Task item: Reproduce the entries. Each one must match the original exactly.

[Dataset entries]
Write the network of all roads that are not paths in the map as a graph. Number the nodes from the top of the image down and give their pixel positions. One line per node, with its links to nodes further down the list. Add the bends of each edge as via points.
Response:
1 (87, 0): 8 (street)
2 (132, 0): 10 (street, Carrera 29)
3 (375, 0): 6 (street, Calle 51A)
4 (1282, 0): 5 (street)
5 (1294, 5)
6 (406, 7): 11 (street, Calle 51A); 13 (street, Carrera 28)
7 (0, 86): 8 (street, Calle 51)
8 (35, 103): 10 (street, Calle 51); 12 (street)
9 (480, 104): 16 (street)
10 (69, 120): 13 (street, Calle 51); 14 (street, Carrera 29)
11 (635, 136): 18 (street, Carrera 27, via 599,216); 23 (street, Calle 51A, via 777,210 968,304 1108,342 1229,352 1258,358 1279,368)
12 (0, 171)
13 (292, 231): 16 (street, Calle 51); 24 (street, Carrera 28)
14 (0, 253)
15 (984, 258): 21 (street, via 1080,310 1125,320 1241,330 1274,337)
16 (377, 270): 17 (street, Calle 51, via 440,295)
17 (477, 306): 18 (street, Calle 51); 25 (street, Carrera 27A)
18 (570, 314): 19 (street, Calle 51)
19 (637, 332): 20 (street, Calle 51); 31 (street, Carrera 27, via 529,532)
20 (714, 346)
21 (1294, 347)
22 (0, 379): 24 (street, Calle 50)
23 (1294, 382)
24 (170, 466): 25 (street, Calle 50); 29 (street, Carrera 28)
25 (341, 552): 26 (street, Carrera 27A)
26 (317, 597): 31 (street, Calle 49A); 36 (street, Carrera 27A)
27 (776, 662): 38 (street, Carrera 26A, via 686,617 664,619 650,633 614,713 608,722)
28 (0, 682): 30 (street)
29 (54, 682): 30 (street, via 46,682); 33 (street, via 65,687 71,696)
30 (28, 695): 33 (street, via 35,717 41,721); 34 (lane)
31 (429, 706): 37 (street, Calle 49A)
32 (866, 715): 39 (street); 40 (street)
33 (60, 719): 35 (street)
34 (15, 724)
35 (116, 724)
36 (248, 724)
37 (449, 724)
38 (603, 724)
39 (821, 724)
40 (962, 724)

Your response:
Write the network of all roads that are not paths in the map as a graph. Number the nodes from the top of the image down and give their pixel positions. One line per node, with its links to nodes further down the list. Add the bends of each edge as via points.
Response:
1 (87, 0): 8 (street)
2 (132, 0): 10 (street, Carrera 29)
3 (375, 0): 6 (street, Calle 51A)
4 (1282, 0): 5 (street)
5 (1294, 5)
6 (406, 7): 11 (street, Calle 51A); 13 (street, Carrera 28)
7 (0, 86): 8 (street, Calle 51)
8 (35, 103): 10 (street, Calle 51); 12 (street)
9 (480, 104): 16 (street)
10 (69, 120): 13 (street, Calle 51); 14 (street, Carrera 29)
11 (635, 136): 18 (street, Carrera 27, via 599,216); 23 (street, Calle 51A, via 777,210 968,304 1108,342 1229,352 1258,358 1279,368)
12 (0, 171)
13 (292, 231): 16 (street, Calle 51); 24 (street, Carrera 28)
14 (0, 253)
15 (984, 258): 21 (street, via 1080,310 1125,320 1241,330 1274,337)
16 (377, 270): 17 (street, Calle 51, via 440,295)
17 (477, 306): 18 (street, Calle 51); 25 (street, Carrera 27A)
18 (570, 314): 19 (street, Calle 51)
19 (637, 332): 20 (street, Calle 51); 31 (street, Carrera 27, via 529,532)
20 (714, 346)
21 (1294, 347)
22 (0, 379): 24 (street, Calle 50)
23 (1294, 382)
24 (170, 466): 25 (street, Calle 50); 29 (street, Carrera 28)
25 (341, 552): 26 (street, Carrera 27A)
26 (317, 597): 31 (street, Calle 49A); 36 (street, Carrera 27A)
27 (776, 662): 38 (street, Carrera 26A, via 686,617 664,619 650,633 614,713 608,722)
28 (0, 682): 30 (street)
29 (54, 682): 30 (street, via 46,682); 33 (street, via 65,687 71,696)
30 (28, 695): 33 (street, via 35,717 41,721); 34 (lane)
31 (429, 706): 37 (street, Calle 49A)
32 (866, 715): 39 (street); 40 (street)
33 (60, 719): 35 (street)
34 (15, 724)
35 (116, 724)
36 (248, 724)
37 (449, 724)
38 (603, 724)
39 (821, 724)
40 (962, 724)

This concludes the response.